◆ Task prompt ◆
The records underneath are to be printed in full and exactly, with no pictures carried over.

--- Supplied records ---

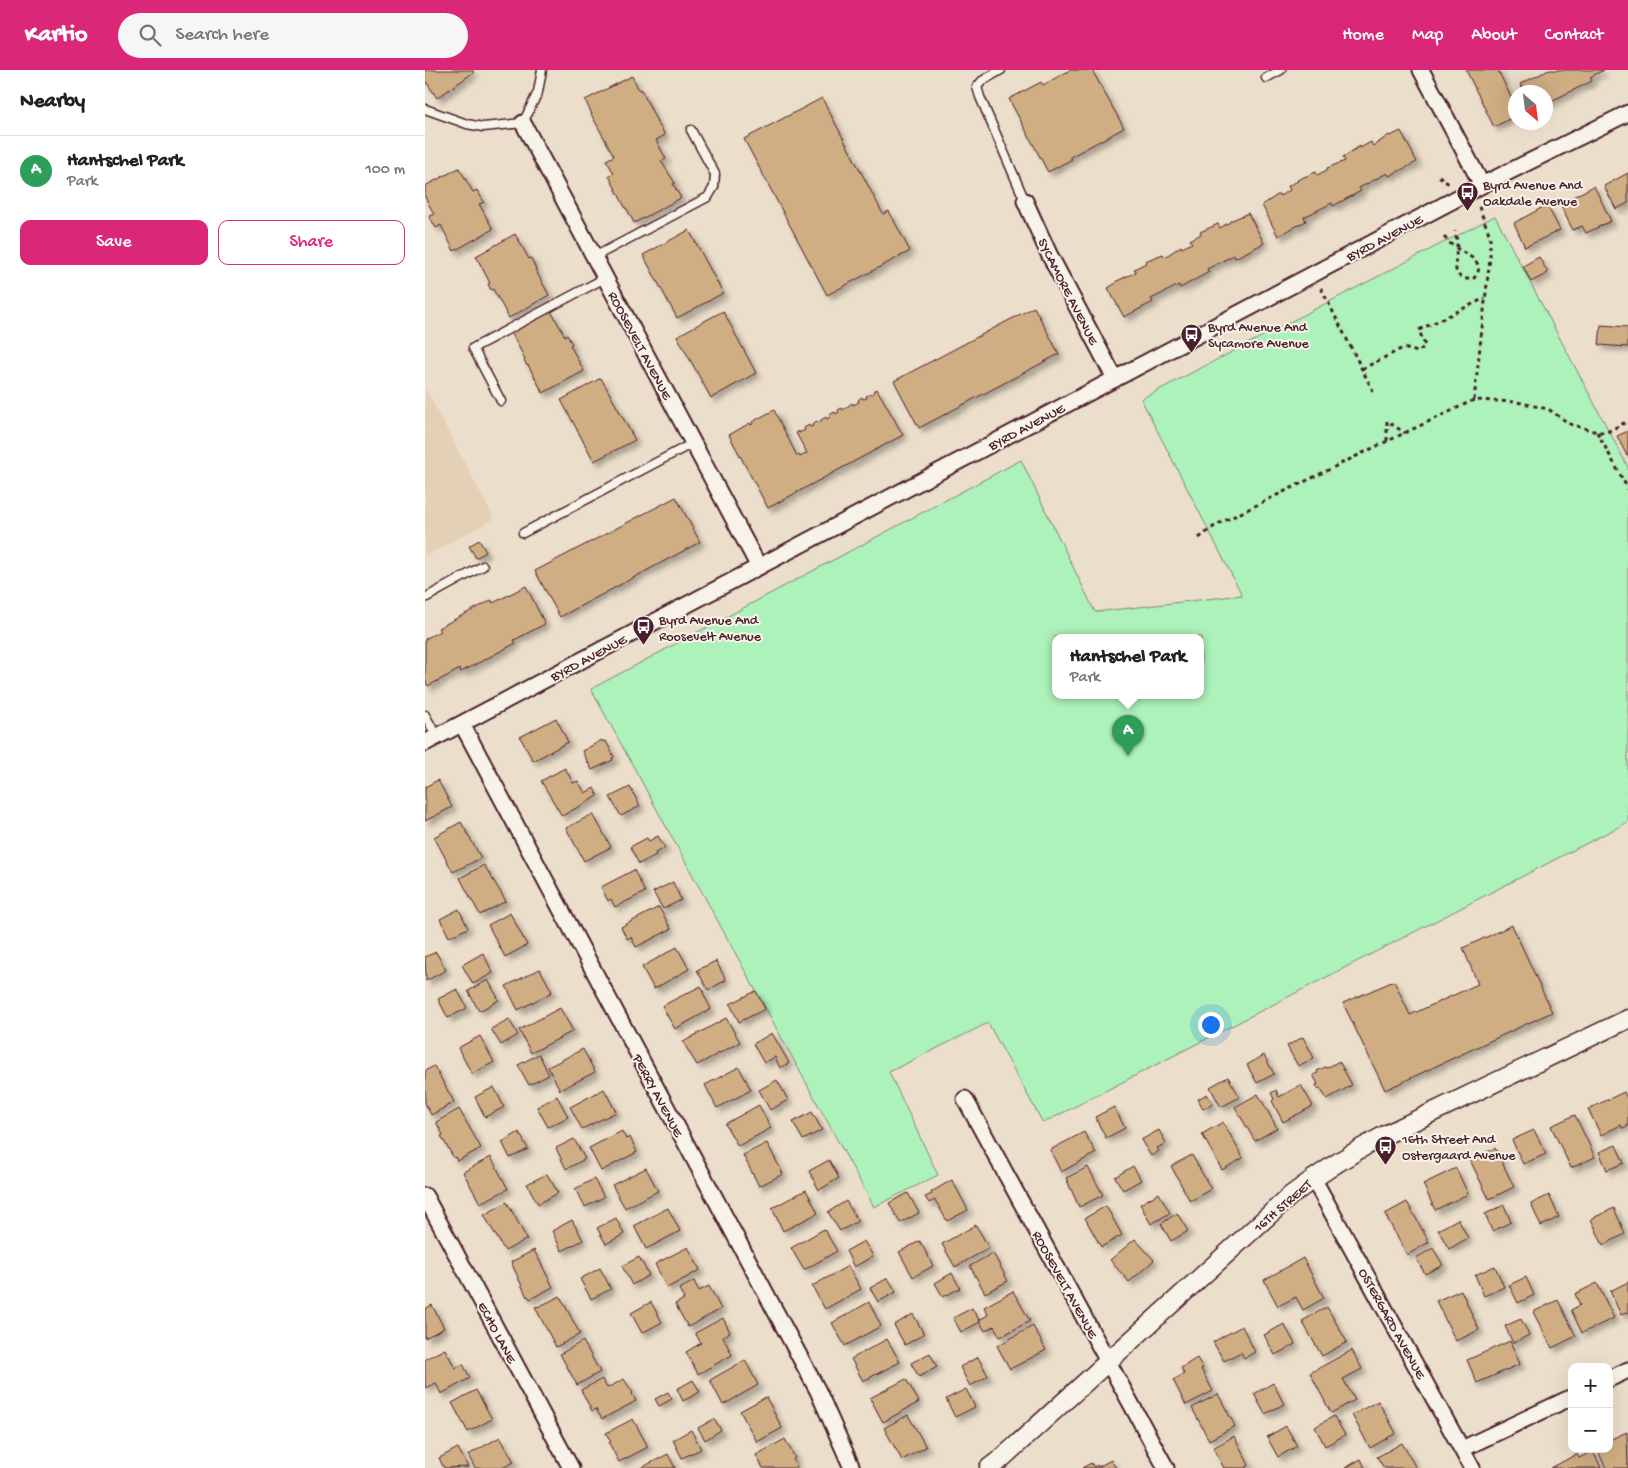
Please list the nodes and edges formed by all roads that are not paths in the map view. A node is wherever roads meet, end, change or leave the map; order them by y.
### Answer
1 (542, 70) edge
2 (1001, 70) edge
3 (1281, 70) edge
4 (1421, 70) edge
5 (1266, 78) dead end
6 (425, 108) edge
7 (1628, 113) edge
8 (523, 123) junction
9 (691, 130) dead end
10 (1482, 185) junction
11 (1025, 201) joint
12 (594, 257) junction
13 (605, 278) junction
14 (1115, 379) junction
15 (501, 401) dead end
16 (693, 443) junction
17 (523, 533) dead end
18 (483, 566) dead end
19 (759, 567) junction
20 (425, 598) edge
21 (425, 715) edge
22 (462, 724) junction
23 (431, 740) edge
24 (1628, 1019) edge
25 (965, 1099) dead end
26 (1313, 1178) junction
27 (425, 1196) edge
28 (1109, 1362) junction
29 (1628, 1370) edge
30 (1613, 1377) edge
31 (1568, 1399) edge
32 (1462, 1450) junction
33 (571, 1468) edge
34 (853, 1468) edge
35 (989, 1468) edge
36 (1166, 1468) edge
37 (1472, 1468) edge

1 - 8 lane
2 - 11 lane
3 - 5 lane
4 - 10 street
6 - 8 lane
7 - 10 street, BYRD AVENUE
8 - 12 street, ROOSEVELT AVENUE
9 - 12 lane
10 - 14 street, BYRD AVENUE
11 - 14 street, SYCAMORE AVENUE
12 - 13 street, ROOSEVELT AVENUE
13 - 15 lane
13 - 16 street, ROOSEVELT AVENUE
14 - 19 street, BYRD AVENUE
16 - 17 lane
16 - 19 street, ROOSEVELT AVENUE
18 - 20 lane
19 - 22 street, BYRD AVENUE
21 - 23 lane
22 - 23 street, BYRD AVENUE
22 - 34 street, PERRY AVENUE
24 - 26 street, 16TH STREET
25 - 28 street, ROOSEVELT AVENUE
26 - 28 street, 16TH STREET
26 - 32 street, OSTERGARD AVENUE
27 - 33 street, ECHO LANE
28 - 35 street, 16TH STREET
28 - 36 street, ROOSEVELT AVENUE
29 - 30 street
31 - 32 street
32 - 37 street, OSTERGARD AVENUE

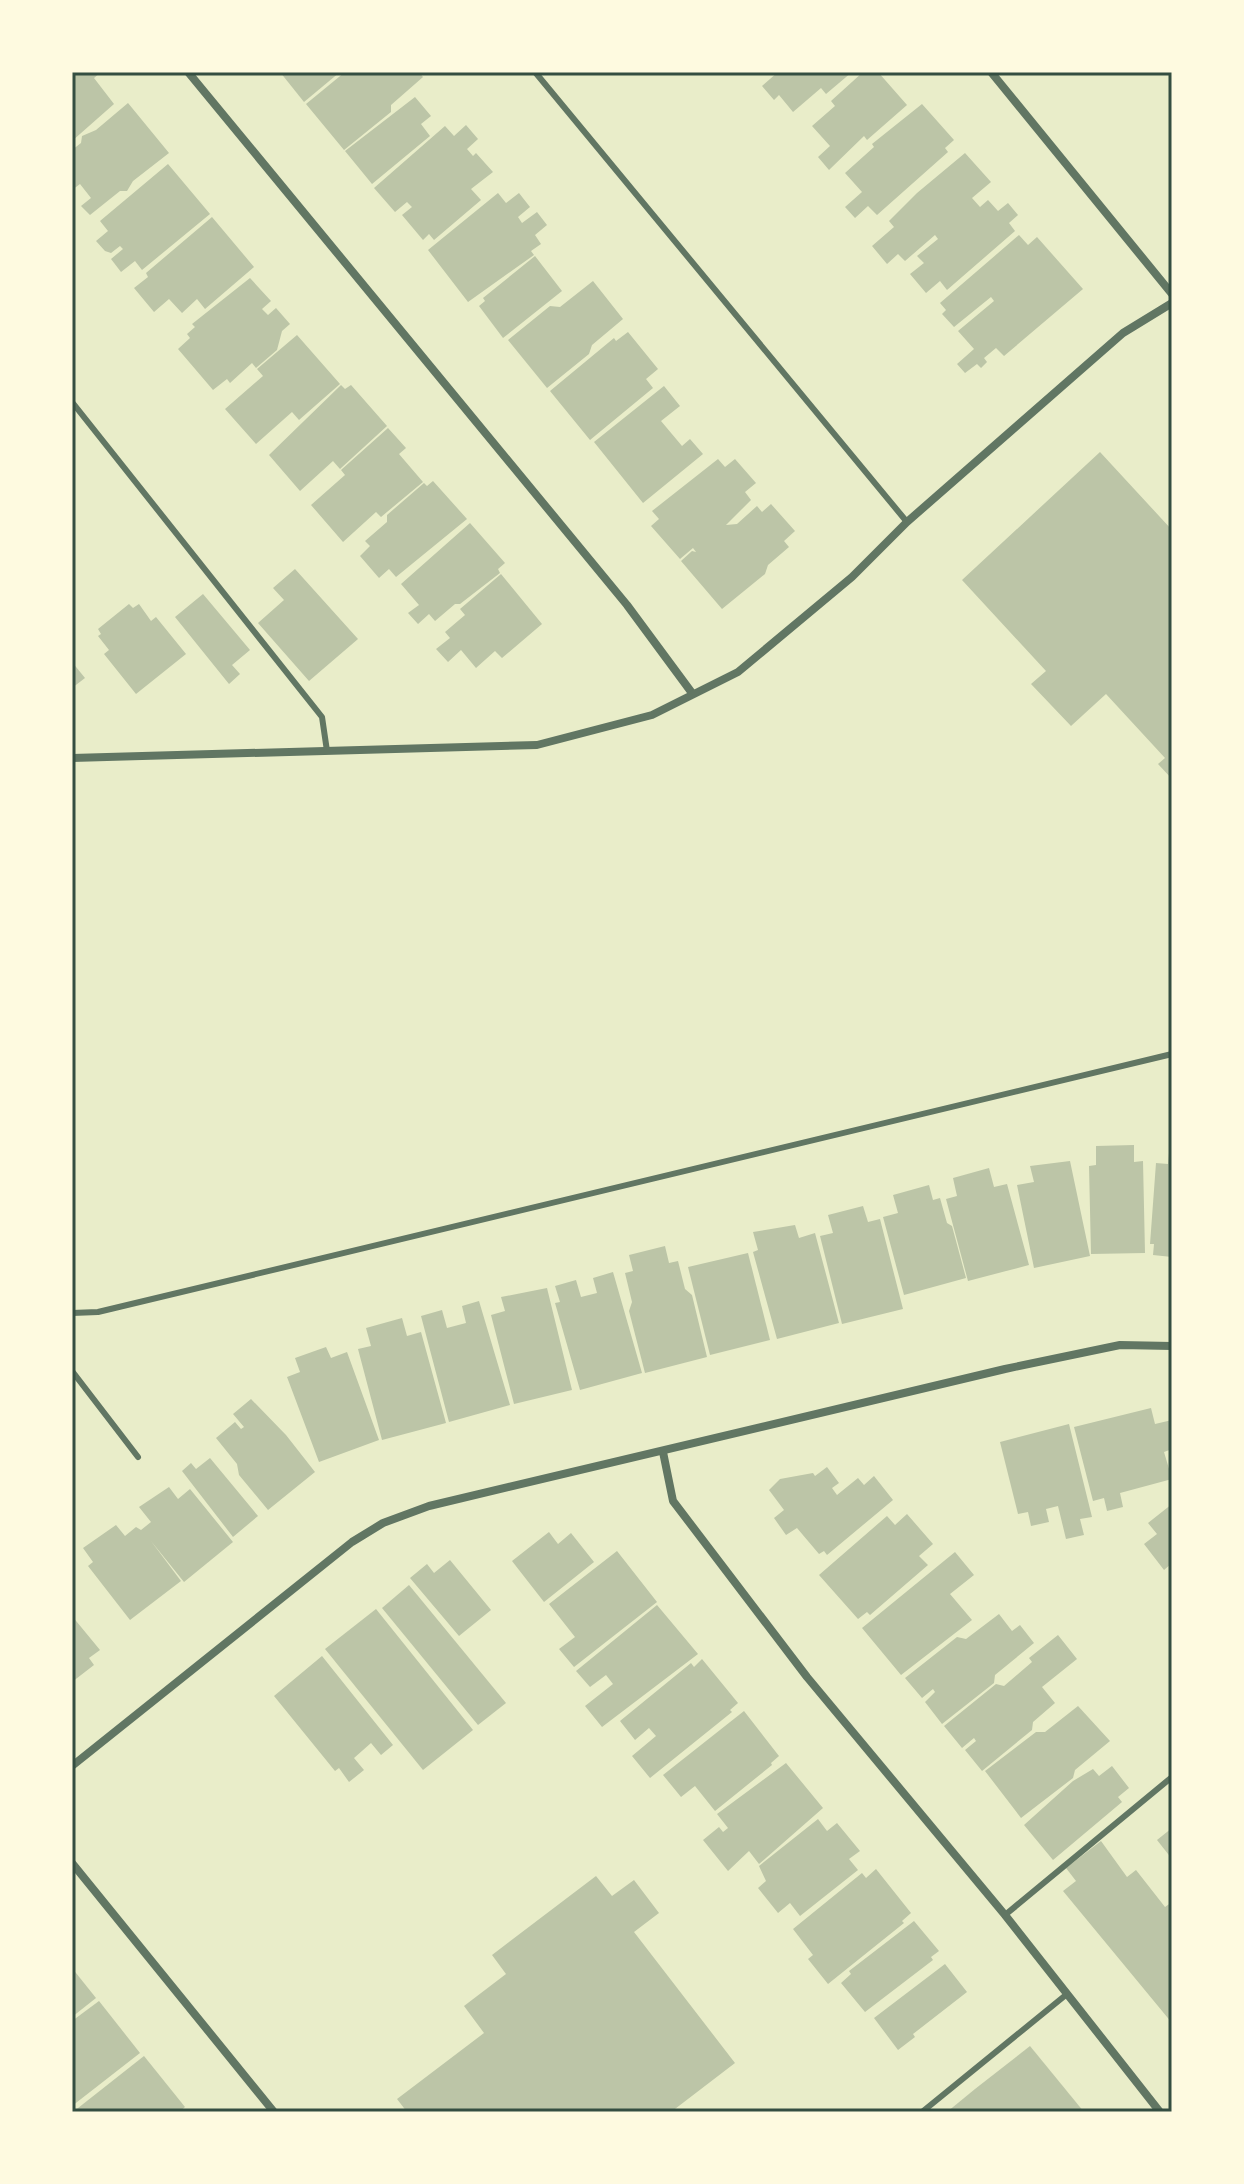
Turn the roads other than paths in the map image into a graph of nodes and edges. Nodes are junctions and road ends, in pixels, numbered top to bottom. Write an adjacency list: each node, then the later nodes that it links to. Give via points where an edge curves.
1 (188, 72): 8 (street, via 627,605)
2 (535, 72): 7 (lane)
3 (991, 72): 4 (street)
4 (1172, 294)
5 (1172, 303): 7 (street, via 1123,333)
6 (72, 402): 9 (lane, via 322,717)
7 (907, 522): 8 (street, via 852,577 738,672)
8 (692, 693): 9 (street, via 652,715 537,745)
9 (327, 751): 10 (street)
10 (72, 758)
11 (1172, 1054): 12 (lane, via 98,1312)
12 (72, 1313)
13 (1172, 1346): 15 (street, via 1120,1345)
14 (72, 1371): 16 (lane)
15 (663, 1452): 17 (street, via 443,1503 383,1523 352,1542); 20 (street, via 673,1501 807,1677)
16 (138, 1457)
17 (72, 1766)
18 (1172, 1777): 20 (lane)
19 (72, 1863): 22 (street)
20 (1005, 1915): 21 (street)
21 (1067, 1994): 23 (lane); 24 (street)
22 (274, 2112)
23 (922, 2112)
24 (1160, 2112)

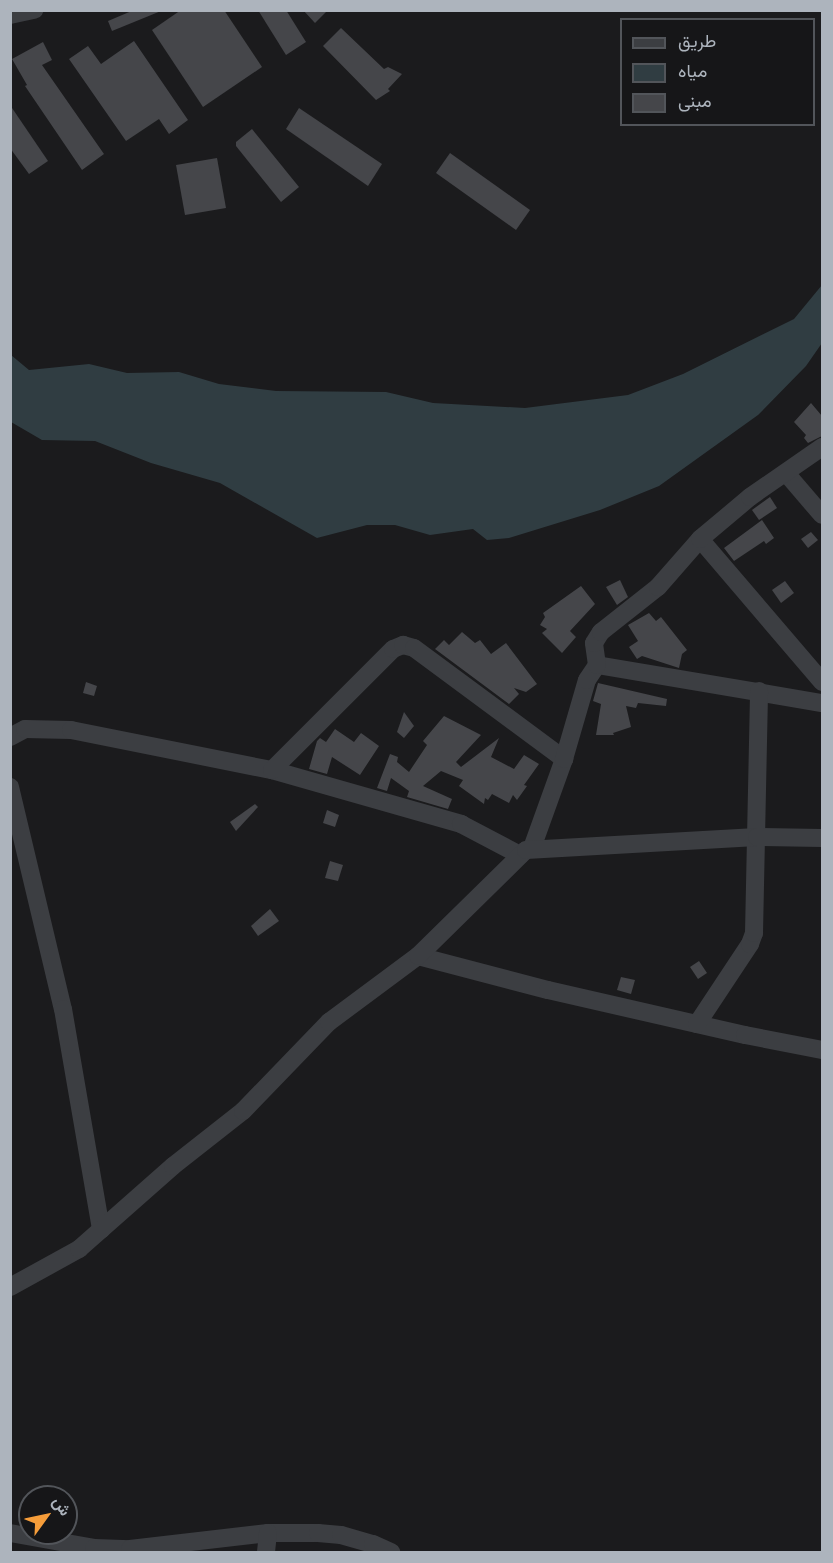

---

◆ Solved exercise ◆
Please list the nodes and edges formed by all roads that are not paths in the map view. A node is wherever roads meet, end, change or leave the map; order them by y.
### Answer
1 (542, 70) edge
2 (1001, 70) edge
3 (1281, 70) edge
4 (1421, 70) edge
5 (1266, 78) dead end
6 (425, 108) edge
7 (1628, 113) edge
8 (523, 123) junction
9 (691, 130) dead end
10 (1482, 185) junction
11 (1025, 201) joint
12 (594, 257) junction
13 (605, 278) junction
14 (1115, 379) junction
15 (501, 401) dead end
16 (693, 443) junction
17 (523, 533) dead end
18 (483, 566) dead end
19 (759, 567) junction
20 (425, 598) edge
21 (425, 715) edge
22 (462, 724) junction
23 (431, 740) edge
24 (1628, 1019) edge
25 (965, 1099) dead end
26 (1313, 1178) junction
27 (425, 1196) edge
28 (1109, 1362) junction
29 (1628, 1370) edge
30 (1613, 1377) edge
31 (1568, 1399) edge
32 (1462, 1450) junction
33 (571, 1468) edge
34 (853, 1468) edge
35 (989, 1468) edge
36 (1166, 1468) edge
37 (1472, 1468) edge

1 - 8 lane
2 - 11 lane
3 - 5 lane
4 - 10 street
6 - 8 lane
7 - 10 street, BYRD AVENUE
8 - 12 street, ROOSEVELT AVENUE
9 - 12 lane
10 - 14 street, BYRD AVENUE
11 - 14 street, SYCAMORE AVENUE
12 - 13 street, ROOSEVELT AVENUE
13 - 15 lane
13 - 16 street, ROOSEVELT AVENUE
14 - 19 street, BYRD AVENUE
16 - 17 lane
16 - 19 street, ROOSEVELT AVENUE
18 - 20 lane
19 - 22 street, BYRD AVENUE
21 - 23 lane
22 - 23 street, BYRD AVENUE
22 - 34 street, PERRY AVENUE
24 - 26 street, 16TH STREET
25 - 28 street, ROOSEVELT AVENUE
26 - 28 street, 16TH STREET
26 - 32 street, OSTERGARD AVENUE
27 - 33 street, ECHO LANE
28 - 35 street, 16TH STREET
28 - 36 street, ROOSEVELT AVENUE
29 - 30 street
31 - 32 street
32 - 37 street, OSTERGARD AVENUE

Turn the roads other than paths in the map image into a graph of nodes and edges. Nodes are junctions and road ends, in pixels, numbered top to bottom. Write an adjacency list: each node, then the later nodes that it links to. Give via points where an edge curves.
1 (188, 72): 8 (street, via 627,605)
2 (535, 72): 7 (lane)
3 (991, 72): 4 (street)
4 (1172, 294)
5 (1172, 303): 7 (street, via 1123,333)
6 (72, 402): 9 (lane, via 322,717)
7 (907, 522): 8 (street, via 852,577 738,672)
8 (692, 693): 9 (street, via 652,715 537,745)
9 (327, 751): 10 (street)
10 (72, 758)
11 (1172, 1054): 12 (lane, via 98,1312)
12 (72, 1313)
13 (1172, 1346): 15 (street, via 1120,1345)
14 (72, 1371): 16 (lane)
15 (663, 1452): 17 (street, via 443,1503 383,1523 352,1542); 20 (street, via 673,1501 807,1677)
16 (138, 1457)
17 (72, 1766)
18 (1172, 1777): 20 (lane)
19 (72, 1863): 22 (street)
20 (1005, 1915): 21 (street)
21 (1067, 1994): 23 (lane); 24 (street)
22 (274, 2112)
23 (922, 2112)
24 (1160, 2112)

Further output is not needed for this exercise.